GST MONaKA inhibits Na,K-ATPase activity in vitro and ⁸⁶Rb⁺ uptake in intact cells. A, The production of inorganic phosphate from ATP by a partially purified Na,K-ATPase preparation was measured by a colorimetric assay. The ouabain-sensitive portion of the total ATPase activity was taken as the basal Na,K-ATPase activity (1.2 μmol Pi/mgprotein/min). This activity is inhibited by both short (S) and full-length (FL) GST-MONaKA (MO) but not by GST alone or GST-Drosophila Slob (data not shown) (*p < 0.05, significantly different from control). Similar results were obtained with Na,K-ATPase from purified cultured astrocytes (data not shown).
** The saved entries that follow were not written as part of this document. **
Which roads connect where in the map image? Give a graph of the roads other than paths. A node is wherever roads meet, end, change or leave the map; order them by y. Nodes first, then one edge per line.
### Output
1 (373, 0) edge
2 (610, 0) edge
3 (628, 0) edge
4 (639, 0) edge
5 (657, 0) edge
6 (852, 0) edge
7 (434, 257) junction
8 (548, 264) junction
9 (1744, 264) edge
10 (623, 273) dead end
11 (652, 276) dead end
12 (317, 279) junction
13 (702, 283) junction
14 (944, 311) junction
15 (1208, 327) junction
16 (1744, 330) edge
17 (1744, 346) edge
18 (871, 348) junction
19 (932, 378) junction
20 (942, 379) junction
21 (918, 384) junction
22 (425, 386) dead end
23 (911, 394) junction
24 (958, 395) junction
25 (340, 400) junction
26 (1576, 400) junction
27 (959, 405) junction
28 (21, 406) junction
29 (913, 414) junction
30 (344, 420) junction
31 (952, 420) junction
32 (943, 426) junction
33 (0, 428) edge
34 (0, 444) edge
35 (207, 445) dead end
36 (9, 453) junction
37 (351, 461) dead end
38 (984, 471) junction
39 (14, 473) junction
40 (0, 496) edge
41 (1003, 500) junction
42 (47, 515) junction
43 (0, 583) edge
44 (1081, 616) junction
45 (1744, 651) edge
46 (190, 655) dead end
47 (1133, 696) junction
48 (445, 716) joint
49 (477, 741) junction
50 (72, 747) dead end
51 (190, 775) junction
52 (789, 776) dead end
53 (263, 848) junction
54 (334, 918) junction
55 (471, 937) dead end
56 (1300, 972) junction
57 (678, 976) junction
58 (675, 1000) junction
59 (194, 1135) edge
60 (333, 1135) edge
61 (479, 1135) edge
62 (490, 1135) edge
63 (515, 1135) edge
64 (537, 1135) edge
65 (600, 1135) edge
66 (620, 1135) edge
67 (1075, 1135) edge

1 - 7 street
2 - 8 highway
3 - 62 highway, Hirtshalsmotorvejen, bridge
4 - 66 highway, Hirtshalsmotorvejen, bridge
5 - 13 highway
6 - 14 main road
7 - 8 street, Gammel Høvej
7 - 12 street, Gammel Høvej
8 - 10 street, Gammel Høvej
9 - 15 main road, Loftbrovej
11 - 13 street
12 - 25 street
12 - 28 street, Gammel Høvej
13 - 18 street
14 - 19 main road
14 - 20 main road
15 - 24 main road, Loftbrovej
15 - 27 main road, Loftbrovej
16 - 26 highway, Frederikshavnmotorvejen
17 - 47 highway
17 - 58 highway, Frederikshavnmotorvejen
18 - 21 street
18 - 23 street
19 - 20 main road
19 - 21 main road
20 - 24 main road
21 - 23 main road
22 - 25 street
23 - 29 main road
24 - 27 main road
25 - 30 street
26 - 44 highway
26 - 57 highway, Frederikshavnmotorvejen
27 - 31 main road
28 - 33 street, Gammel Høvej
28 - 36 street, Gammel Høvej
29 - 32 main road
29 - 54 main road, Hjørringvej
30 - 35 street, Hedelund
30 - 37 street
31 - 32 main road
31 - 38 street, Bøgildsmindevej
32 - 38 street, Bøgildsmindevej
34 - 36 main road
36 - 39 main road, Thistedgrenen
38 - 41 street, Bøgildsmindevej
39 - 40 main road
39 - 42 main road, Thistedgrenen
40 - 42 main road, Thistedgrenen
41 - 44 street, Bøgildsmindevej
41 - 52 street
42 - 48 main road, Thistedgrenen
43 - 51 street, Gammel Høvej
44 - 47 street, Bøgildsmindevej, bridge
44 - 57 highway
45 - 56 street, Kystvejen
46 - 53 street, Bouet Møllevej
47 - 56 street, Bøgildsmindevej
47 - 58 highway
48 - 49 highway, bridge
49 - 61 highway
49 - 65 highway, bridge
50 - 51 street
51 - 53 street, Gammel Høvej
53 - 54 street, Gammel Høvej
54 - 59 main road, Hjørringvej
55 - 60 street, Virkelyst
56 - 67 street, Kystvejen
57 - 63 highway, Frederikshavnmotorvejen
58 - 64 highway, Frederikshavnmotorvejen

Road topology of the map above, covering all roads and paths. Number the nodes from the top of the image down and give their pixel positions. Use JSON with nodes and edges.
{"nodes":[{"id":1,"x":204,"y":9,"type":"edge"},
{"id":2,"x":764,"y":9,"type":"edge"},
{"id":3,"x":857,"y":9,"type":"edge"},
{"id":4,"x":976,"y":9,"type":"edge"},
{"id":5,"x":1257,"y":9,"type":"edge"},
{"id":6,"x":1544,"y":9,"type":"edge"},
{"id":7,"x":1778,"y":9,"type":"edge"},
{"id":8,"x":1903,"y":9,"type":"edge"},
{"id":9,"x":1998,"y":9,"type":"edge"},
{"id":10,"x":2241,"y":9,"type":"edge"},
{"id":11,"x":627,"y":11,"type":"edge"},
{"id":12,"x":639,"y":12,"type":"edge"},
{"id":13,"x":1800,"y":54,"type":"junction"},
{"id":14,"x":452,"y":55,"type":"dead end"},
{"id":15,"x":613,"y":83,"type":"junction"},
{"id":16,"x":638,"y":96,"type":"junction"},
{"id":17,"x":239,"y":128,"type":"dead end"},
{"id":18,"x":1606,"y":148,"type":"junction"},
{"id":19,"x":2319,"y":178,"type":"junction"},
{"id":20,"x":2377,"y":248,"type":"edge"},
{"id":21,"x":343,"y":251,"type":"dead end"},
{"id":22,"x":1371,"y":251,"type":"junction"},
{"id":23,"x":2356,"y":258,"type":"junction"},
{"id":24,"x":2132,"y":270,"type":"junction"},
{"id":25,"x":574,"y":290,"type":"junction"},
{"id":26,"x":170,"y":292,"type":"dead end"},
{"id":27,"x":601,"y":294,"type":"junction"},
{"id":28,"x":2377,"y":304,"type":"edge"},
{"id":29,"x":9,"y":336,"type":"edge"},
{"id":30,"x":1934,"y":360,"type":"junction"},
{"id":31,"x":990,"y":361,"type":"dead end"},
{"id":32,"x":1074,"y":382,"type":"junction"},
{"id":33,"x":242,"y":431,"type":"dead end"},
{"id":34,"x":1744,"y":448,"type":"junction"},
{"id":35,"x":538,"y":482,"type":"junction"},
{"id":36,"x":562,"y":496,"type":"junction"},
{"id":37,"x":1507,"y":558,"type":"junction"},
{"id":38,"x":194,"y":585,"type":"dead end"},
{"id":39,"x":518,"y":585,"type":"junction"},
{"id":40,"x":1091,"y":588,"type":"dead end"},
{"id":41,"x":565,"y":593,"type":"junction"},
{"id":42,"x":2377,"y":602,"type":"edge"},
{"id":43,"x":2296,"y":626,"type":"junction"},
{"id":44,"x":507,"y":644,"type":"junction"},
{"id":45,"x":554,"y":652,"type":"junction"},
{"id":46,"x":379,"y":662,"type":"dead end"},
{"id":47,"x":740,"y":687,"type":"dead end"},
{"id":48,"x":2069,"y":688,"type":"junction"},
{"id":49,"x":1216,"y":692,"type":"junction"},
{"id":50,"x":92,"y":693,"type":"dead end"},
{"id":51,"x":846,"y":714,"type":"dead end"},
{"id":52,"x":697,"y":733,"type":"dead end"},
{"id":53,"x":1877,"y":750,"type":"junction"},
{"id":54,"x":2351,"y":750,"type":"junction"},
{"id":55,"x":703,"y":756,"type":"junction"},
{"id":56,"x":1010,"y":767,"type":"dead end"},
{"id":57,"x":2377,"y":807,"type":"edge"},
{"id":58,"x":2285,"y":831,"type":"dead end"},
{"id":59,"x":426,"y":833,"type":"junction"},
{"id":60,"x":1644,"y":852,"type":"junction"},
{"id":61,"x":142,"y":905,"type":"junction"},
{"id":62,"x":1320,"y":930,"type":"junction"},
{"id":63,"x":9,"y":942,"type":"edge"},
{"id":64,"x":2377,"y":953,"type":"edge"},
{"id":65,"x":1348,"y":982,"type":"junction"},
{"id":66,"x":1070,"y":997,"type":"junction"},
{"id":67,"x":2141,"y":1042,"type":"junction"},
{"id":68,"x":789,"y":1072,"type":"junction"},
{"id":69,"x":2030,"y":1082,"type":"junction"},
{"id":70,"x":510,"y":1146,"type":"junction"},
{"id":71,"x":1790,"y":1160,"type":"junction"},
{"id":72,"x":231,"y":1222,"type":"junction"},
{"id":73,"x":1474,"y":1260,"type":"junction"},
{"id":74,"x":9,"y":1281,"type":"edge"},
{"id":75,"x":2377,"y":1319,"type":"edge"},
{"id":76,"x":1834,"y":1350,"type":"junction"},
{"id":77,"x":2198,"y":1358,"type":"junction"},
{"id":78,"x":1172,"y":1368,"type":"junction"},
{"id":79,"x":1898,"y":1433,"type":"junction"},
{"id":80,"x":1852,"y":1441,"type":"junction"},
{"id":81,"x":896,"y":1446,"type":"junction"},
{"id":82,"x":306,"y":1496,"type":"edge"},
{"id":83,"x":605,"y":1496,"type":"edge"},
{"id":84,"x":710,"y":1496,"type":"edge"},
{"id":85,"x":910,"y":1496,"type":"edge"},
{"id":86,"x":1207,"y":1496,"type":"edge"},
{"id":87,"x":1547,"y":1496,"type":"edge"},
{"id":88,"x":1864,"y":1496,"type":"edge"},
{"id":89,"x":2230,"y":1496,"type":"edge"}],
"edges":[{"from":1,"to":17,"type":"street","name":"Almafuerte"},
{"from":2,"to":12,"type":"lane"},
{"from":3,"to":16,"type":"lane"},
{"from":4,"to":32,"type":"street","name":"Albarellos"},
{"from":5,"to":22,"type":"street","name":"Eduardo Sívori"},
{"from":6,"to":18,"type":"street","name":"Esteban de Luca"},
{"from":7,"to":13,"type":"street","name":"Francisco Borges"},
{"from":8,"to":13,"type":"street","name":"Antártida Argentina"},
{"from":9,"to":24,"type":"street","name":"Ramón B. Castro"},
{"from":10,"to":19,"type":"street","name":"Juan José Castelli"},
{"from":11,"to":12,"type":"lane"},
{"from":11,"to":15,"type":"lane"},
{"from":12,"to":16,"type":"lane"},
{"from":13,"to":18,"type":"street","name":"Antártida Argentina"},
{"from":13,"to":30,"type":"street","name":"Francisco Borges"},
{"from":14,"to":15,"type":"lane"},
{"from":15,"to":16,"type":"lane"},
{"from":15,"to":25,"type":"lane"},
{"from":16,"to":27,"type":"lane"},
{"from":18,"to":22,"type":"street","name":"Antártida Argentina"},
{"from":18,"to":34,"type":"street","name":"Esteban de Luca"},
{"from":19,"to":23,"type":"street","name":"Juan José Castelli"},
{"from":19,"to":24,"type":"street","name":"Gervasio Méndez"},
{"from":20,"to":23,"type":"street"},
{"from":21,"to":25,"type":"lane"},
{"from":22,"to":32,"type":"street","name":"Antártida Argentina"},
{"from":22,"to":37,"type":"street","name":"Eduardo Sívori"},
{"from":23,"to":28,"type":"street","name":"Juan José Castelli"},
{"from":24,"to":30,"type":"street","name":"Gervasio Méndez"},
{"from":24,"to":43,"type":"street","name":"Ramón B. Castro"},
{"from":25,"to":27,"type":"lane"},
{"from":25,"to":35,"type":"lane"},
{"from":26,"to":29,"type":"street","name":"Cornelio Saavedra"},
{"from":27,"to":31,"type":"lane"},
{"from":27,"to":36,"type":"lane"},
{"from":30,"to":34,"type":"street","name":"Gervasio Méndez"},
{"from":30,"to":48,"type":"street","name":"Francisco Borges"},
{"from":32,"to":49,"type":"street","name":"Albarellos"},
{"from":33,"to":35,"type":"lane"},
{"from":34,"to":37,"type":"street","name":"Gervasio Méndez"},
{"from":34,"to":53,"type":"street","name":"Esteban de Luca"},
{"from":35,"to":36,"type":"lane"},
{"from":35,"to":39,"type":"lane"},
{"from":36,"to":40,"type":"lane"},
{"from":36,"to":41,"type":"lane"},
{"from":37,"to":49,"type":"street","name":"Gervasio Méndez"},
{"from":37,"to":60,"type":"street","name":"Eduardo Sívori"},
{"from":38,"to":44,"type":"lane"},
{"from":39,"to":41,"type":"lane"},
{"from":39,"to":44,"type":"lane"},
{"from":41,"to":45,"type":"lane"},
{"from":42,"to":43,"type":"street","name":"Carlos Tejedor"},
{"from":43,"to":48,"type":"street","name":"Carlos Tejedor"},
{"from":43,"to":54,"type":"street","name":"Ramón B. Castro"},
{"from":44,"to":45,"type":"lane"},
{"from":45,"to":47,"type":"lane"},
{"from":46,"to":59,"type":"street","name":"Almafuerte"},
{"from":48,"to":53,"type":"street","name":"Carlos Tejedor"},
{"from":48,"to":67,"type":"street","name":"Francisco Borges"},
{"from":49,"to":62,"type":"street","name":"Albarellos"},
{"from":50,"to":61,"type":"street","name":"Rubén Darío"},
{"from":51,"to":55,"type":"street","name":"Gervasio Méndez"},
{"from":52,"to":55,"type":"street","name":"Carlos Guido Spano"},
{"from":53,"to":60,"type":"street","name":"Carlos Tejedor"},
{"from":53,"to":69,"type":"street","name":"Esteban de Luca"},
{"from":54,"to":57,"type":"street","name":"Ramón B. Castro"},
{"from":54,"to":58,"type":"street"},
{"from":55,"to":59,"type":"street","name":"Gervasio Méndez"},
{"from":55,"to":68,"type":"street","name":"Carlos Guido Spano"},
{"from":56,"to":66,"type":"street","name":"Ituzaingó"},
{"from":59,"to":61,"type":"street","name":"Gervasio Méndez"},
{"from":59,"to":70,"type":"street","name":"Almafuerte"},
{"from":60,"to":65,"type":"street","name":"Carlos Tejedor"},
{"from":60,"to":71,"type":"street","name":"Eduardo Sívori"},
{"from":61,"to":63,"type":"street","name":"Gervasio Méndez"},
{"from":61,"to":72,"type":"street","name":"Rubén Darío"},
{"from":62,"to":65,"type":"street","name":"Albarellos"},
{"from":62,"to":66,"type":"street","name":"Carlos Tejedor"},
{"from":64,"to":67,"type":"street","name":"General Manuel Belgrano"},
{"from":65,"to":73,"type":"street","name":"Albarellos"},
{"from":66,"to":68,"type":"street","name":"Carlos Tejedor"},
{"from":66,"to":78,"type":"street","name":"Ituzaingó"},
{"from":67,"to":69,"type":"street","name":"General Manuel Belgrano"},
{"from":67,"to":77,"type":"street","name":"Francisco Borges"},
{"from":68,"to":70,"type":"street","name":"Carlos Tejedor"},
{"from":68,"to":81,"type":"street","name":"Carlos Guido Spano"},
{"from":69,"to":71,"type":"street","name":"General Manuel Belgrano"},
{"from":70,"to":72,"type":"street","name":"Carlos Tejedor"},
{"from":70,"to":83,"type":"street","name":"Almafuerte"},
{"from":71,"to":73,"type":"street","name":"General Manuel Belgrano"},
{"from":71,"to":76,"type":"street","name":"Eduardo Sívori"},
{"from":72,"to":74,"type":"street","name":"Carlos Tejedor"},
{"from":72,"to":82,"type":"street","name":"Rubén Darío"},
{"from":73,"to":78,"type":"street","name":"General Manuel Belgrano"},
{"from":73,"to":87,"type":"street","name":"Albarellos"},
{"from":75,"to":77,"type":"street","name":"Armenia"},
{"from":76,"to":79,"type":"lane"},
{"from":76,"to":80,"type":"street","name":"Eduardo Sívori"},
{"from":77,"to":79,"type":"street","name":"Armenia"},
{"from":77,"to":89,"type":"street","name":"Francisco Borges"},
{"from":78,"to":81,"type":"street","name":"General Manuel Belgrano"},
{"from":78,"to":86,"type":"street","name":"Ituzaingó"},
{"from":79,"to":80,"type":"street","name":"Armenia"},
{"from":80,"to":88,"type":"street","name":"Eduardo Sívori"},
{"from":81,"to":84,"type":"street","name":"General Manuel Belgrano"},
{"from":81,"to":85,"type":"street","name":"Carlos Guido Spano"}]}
B, tsA201 cells were transfected with vector (Mock) with or without full-length MONaKA (left two lanes) or with α1β1 Na,K-ATPase subunits with or without full-length MONaKA (right two lanes). The ouabain-sensitive portion of total ⁸⁶Rb⁺ uptake was taken as that attributable to the Na,K-ATPase. Identical results were obtained with the short version of MONaKA (data not shown). Each data point is the mean ± SE of three experiments (*p < 0.05, significantly different from transfection without MONaKA). Both endogenous and α1β1-mediated ⁸⁶Rb⁺ uptake are inhibited by MONaKA.